§ **Try it**
Where the string "Cote" occurs in a line of the entries below, copy that line.

[Stored data entries]
::::::
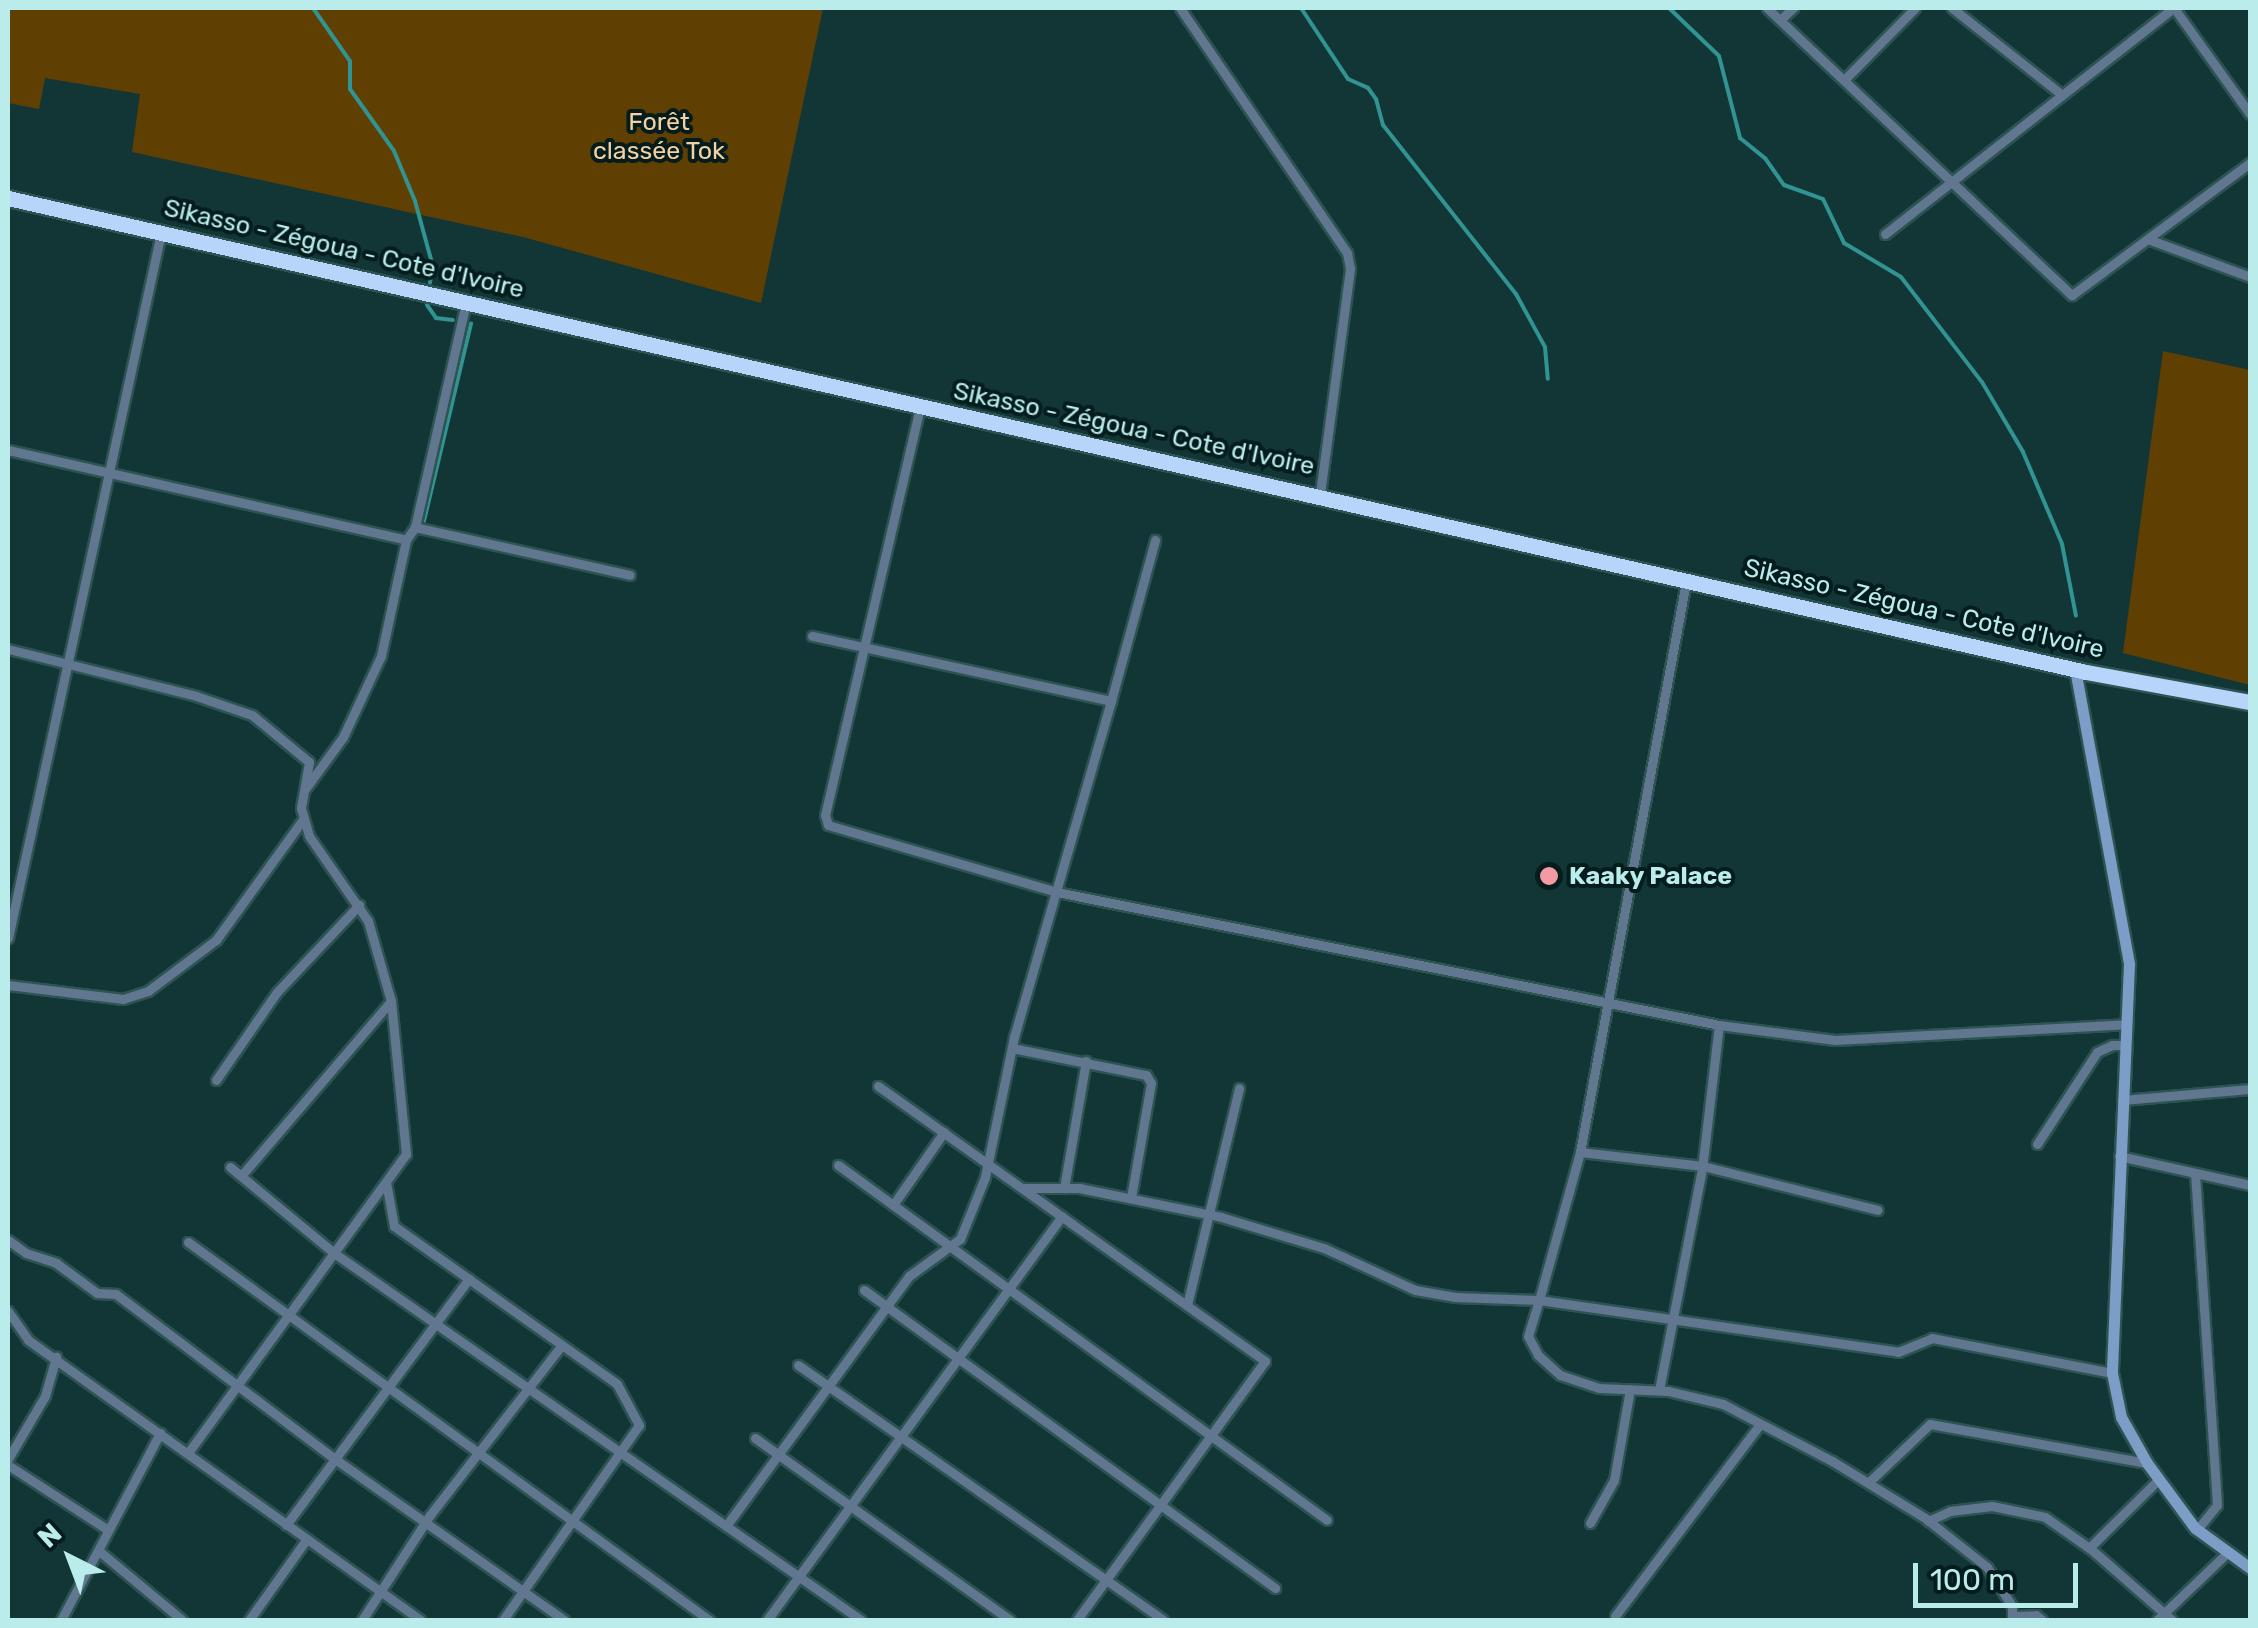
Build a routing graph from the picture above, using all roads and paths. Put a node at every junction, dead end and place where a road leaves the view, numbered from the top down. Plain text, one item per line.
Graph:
1 (1180, 8) edge
2 (1767, 8) edge
3 (1793, 8) edge
4 (1915, 8) edge
5 (1952, 8) edge
6 (2174, 8) edge
7 (1780, 20) junction
8 (1844, 80) junction
9 (2062, 95) junction
10 (2250, 114) edge
11 (2250, 163) edge
12 (1952, 182) junction
13 (8, 198) edge
14 (161, 232) junction
15 (1885, 234) dead end
16 (2148, 239) junction
17 (2250, 277) edge
18 (466, 303) junction
19 (920, 407) junction
20 (8, 450) edge
21 (110, 474) junction
22 (1320, 495) junction
23 (414, 527) junction
24 (406, 540) junction
25 (1155, 540) dead end
26 (630, 575) dead end
27 (1686, 582) junction
28 (812, 636) dead end
29 (864, 648) junction
30 (8, 649) edge
31 (67, 664) junction
32 (2075, 669) junction
33 (1111, 701) junction
34 (2250, 702) edge
35 (304, 790) junction
36 (304, 818) junction
37 (1058, 892) junction
38 (358, 905) junction
39 (8, 938) edge
40 (8, 984) edge
41 (391, 1001) junction
42 (1609, 1006) junction
43 (2126, 1024) junction
44 (1719, 1026) junction
45 (2125, 1044) junction
46 (1012, 1048) junction
47 (1086, 1062) junction
48 (216, 1080) dead end
49 (878, 1086) dead end
50 (1239, 1088) dead end
51 (2250, 1088) edge
52 (2122, 1100) junction
53 (944, 1132) junction
54 (2037, 1144) dead end
55 (1580, 1152) junction
56 (2119, 1156) junction
57 (988, 1164) junction
58 (838, 1165) dead end
59 (1703, 1166) junction
60 (230, 1167) dead end
61 (2195, 1173) junction
62 (240, 1176) junction
63 (386, 1182) junction
64 (2250, 1185) edge
65 (1022, 1188) junction
66 (1064, 1188) junction
67 (1131, 1198) junction
68 (893, 1205) junction
69 (1878, 1210) dead end
70 (1208, 1214) junction
71 (1062, 1216) junction
72 (8, 1240) edge
73 (188, 1242) dead end
74 (950, 1246) junction
75 (334, 1253) junction
76 (469, 1279) junction
77 (1009, 1289) junction
78 (864, 1290) dead end
79 (1538, 1300) junction
80 (1187, 1305) junction
81 (887, 1307) junction
82 (8, 1312) edge
83 (289, 1315) junction
84 (1672, 1319) junction
85 (437, 1324) junction
86 (562, 1345) junction
87 (56, 1358) junction
88 (958, 1358) junction
89 (798, 1365) dead end
90 (2112, 1373) junction
91 (238, 1383) junction
92 (388, 1387) junction
93 (830, 1387) junction
94 (528, 1388) junction
95 (1630, 1389) junction
96 (1658, 1390) junction
97 (1760, 1424) junction
98 (160, 1433) junction
99 (1211, 1436) junction
100 (901, 1437) junction
101 (755, 1438) dead end
102 (620, 1452) junction
103 (188, 1454) junction
104 (480, 1454) junction
105 (779, 1455) junction
106 (335, 1458) junction
107 (8, 1462) edge
108 (2147, 1463) junction
109 (2159, 1479) junction
110 (1869, 1482) junction
111 (1160, 1505) junction
112 (851, 1507) junction
113 (1327, 1520) dead end
114 (1928, 1520) junction
115 (572, 1521) junction
116 (426, 1522) junction
117 (1590, 1523) dead end
118 (286, 1525) junction
119 (726, 1526) junction
120 (108, 1530) junction
121 (2198, 1530) junction
122 (306, 1540) junction
123 (2089, 1548) junction
124 (98, 1551) junction
125 (2228, 1552) junction
126 (2250, 1568) edge
127 (798, 1577) junction
128 (1106, 1580) junction
129 (1275, 1588) dead end
130 (523, 1591) junction
131 (380, 1593) junction
132 (1615, 1616) dead end
133 (2012, 1618) edge
134 (2165, 1618) edge
135 (61, 1620) edge
136 (182, 1620) edge
137 (249, 1620) edge
138 (362, 1620) edge
139 (420, 1620) edge
140 (503, 1620) edge
141 (564, 1620) edge
142 (709, 1620) edge
143 (767, 1620) edge
144 (861, 1620) edge
145 (1010, 1620) edge
146 (1077, 1620) edge
147 (1163, 1620) edge
148 (2042, 1620) edge

1 - 22 street
2 - 7 street
3 - 7 street
4 - 8 street
5 - 9 street
6 - 9 street
6 - 10 street
7 - 8 street
8 - 12 street
9 - 12 street
11 - 16 street
12 - 15 street
12 - 16 street
13 - 14 highway, Sikasso - Zégoua - Cote d'Ivoire
14 - 18 highway, Sikasso - Zégoua - Cote d'Ivoire
14 - 21 street
16 - 17 street
18 - 19 highway, Sikasso - Zégoua - Cote d'Ivoire
18 - 23 street
19 - 22 highway, Sikasso - Zégoua - Cote d'Ivoire
19 - 29 street
20 - 21 street
21 - 24 street
21 - 31 street
22 - 27 highway, Sikasso - Zégoua - Cote d'Ivoire
23 - 24 street
23 - 26 street
24 - 35 street
25 - 33 street
27 - 32 highway, Sikasso - Zégoua - Cote d'Ivoire
27 - 42 street
28 - 29 street
29 - 33 street
29 - 37 street
30 - 31 street
31 - 35 street
31 - 39 street
32 - 34 highway, Sikasso - Zégoua - Cote d'Ivoire
32 - 43 street
33 - 37 street
35 - 36 street
36 - 38 street
36 - 40 street
37 - 42 street
37 - 46 street
38 - 41 street
38 - 48 street
41 - 62 street
41 - 63 street
42 - 44 street
42 - 55 street
43 - 44 street
43 - 45 street
44 - 59 street
45 - 52 street
45 - 54 street
46 - 47 street
46 - 57 street
47 - 66 street
47 - 67 street
49 - 53 street
50 - 70 street
51 - 52 street
52 - 56 street
53 - 57 street
53 - 68 street
55 - 59 street
55 - 79 street
56 - 61 street
56 - 90 street
57 - 65 street
57 - 74 street
58 - 68 street
59 - 69 street
59 - 84 street
60 - 62 street
61 - 64 street
61 - 121 street
62 - 75 street
63 - 75 street
63 - 76 street
65 - 66 street
65 - 71 street
66 - 67 street
67 - 70 street
68 - 74 street
70 - 79 street
70 - 80 street
71 - 77 street
71 - 80 street
72 - 91 street
73 - 83 street
74 - 77 street
74 - 81 street
75 - 83 street
75 - 85 street
76 - 85 street
76 - 86 street
77 - 88 street
77 - 99 street
78 - 81 street
79 - 84 street
79 - 95 street
80 - 99 street
81 - 88 street
81 - 93 street
82 - 87 street
83 - 91 street
83 - 92 street
84 - 90 street
84 - 96 street
85 - 92 street
85 - 94 street
86 - 94 street
86 - 102 street
87 - 98 street
87 - 107 street
88 - 100 street
88 - 111 street
89 - 93 street
90 - 108 street
91 - 103 street
91 - 106 street
92 - 104 street
92 - 106 street
93 - 100 street
93 - 105 street
94 - 102 street
94 - 104 street
95 - 96 street
95 - 117 street
96 - 97 street
97 - 110 street
97 - 132 street
98 - 103 street
98 - 120 street
99 - 111 street
99 - 113 street
100 - 112 street
100 - 128 street
101 - 105 street
102 - 115 street
102 - 119 street
103 - 118 street
104 - 115 street
104 - 116 street
105 - 112 street
105 - 119 street
106 - 116 street
106 - 118 street
107 - 120 street
108 - 109 street
108 - 110 street
109 - 121 street
109 - 123 street
110 - 114 street
111 - 128 street
111 - 129 street
112 - 127 street
112 - 145 street
114 - 123 street
114 - 133 street
115 - 130 street
115 - 142 street
116 - 130 street
116 - 131 street
118 - 122 street
119 - 127 street
120 - 124 street
121 - 125 street
122 - 131 street
122 - 137 street
123 - 134 street
124 - 135 street
124 - 136 street
125 - 126 street
125 - 134 street
127 - 143 street
127 - 144 street
128 - 146 street
128 - 147 street
130 - 140 street
130 - 141 street
131 - 138 street
131 - 139 street
133 - 148 street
::::::
§ **Solution**
13 - 14 highway, Sikasso - Zégoua - Cote d'Ivoire
14 - 18 highway, Sikasso - Zégoua - Cote d'Ivoire
18 - 19 highway, Sikasso - Zégoua - Cote d'Ivoire
19 - 22 highway, Sikasso - Zégoua - Cote d'Ivoire
22 - 27 highway, Sikasso - Zégoua - Cote d'Ivoire
27 - 32 highway, Sikasso - Zégoua - Cote d'Ivoire
32 - 34 highway, Sikasso - Zégoua - Cote d'Ivoire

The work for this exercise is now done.